Since the beginning of the Internet, Stikker has devoted herself to bringing technology and society together in a responsible manner and was one of the founders of De Digitale Stad, XS4ALL, Creative Commons and Fablab Amsterdam. Her initiatives show how technology can be fair, sustainable and shareable. VU president Mirjam van Praag announced the award during the Opening Academic Year. The honorary doctorate will be awarded to Stikker during the Dies Natalis on 11 November.

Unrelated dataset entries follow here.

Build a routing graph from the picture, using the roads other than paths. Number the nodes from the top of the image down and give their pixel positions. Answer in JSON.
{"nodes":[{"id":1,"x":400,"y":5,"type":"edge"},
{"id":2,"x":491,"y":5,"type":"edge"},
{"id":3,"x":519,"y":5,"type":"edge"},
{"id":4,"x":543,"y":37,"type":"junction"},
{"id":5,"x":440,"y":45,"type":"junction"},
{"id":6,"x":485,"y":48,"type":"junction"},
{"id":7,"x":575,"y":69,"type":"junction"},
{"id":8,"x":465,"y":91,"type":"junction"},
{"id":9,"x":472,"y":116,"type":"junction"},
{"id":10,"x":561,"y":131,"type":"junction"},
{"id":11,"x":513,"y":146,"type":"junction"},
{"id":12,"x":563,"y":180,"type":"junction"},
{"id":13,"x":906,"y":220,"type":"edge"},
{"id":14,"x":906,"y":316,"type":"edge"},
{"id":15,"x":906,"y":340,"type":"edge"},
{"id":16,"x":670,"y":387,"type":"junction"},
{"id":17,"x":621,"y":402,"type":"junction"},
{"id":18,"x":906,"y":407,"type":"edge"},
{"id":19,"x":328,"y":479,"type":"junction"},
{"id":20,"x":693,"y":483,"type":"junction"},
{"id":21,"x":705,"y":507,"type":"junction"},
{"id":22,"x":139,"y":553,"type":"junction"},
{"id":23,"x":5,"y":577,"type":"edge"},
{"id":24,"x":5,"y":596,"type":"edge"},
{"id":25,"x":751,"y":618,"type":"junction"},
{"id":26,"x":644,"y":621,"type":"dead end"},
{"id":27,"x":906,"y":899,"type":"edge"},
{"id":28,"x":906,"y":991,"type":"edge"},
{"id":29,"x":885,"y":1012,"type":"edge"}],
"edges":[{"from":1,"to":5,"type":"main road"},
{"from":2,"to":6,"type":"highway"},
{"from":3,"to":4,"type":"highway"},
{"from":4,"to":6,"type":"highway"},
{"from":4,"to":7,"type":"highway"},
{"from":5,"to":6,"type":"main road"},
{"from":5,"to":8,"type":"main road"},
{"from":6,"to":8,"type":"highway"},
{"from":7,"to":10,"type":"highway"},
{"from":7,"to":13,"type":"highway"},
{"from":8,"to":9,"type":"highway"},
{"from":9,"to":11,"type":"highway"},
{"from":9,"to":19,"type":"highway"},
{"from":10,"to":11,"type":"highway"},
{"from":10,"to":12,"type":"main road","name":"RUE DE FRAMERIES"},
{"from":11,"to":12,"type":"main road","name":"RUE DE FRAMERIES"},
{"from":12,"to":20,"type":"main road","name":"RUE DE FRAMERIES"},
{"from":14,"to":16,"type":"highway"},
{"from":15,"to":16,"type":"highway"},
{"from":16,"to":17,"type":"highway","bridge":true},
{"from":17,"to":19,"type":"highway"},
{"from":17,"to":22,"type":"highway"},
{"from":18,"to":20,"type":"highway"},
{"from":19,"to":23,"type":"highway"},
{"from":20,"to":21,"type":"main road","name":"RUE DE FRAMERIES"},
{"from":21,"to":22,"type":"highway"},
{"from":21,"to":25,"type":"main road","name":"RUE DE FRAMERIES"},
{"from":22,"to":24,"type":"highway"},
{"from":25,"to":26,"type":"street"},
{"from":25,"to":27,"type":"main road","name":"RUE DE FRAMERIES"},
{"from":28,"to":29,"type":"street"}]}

The Faculty of Humanities of VU Amsterdam has nominated Marleen Stikker for the honorary doctorate. Humanities, with their focus on language, history, philosophy, art and creativity, play an important role in the dynamics of the Internet. This ranges from skills such as computational thinking and understanding how technology affects communication to philosophical understanding of virtual worlds; from developments in historical awareness through access to big data to new art. In its education and research, VU Amsterdam propagates that the humanities perspective is indispensable in exact research. Marleen Stikker's work and the institutional embedding it has acquired in Waag, places her precisely at this intersection of disciplines.

Future Lab
In 1994, Marleen Stikker (1962) founded De Digitale Stad together with Caroline Nevejan, from which Waag emerged. Waag has grown into a leading European research institute for technology and society, and encourages active citizenship by developing open, honest and inclusive technology. Since 1 January 2021, Waag is part of the basic infrastructure of the Ministry of Education, Culture and Science, as a Future Lab for technology and society. Since 2007, the Amsterdam Fablab has been part of Waag. Fablab is a place for innovation, hackathons, making and creating. It facilitates creative minds in a historical environment. In her 2019 book 'The Internet is broken (but we can fix it)', Stikker shows how we can regain control of our digital society and shape it according to our norms and values. Earlier this year, Stikker was appointed Professor of Practice at the Hogeschool van Amsterdam.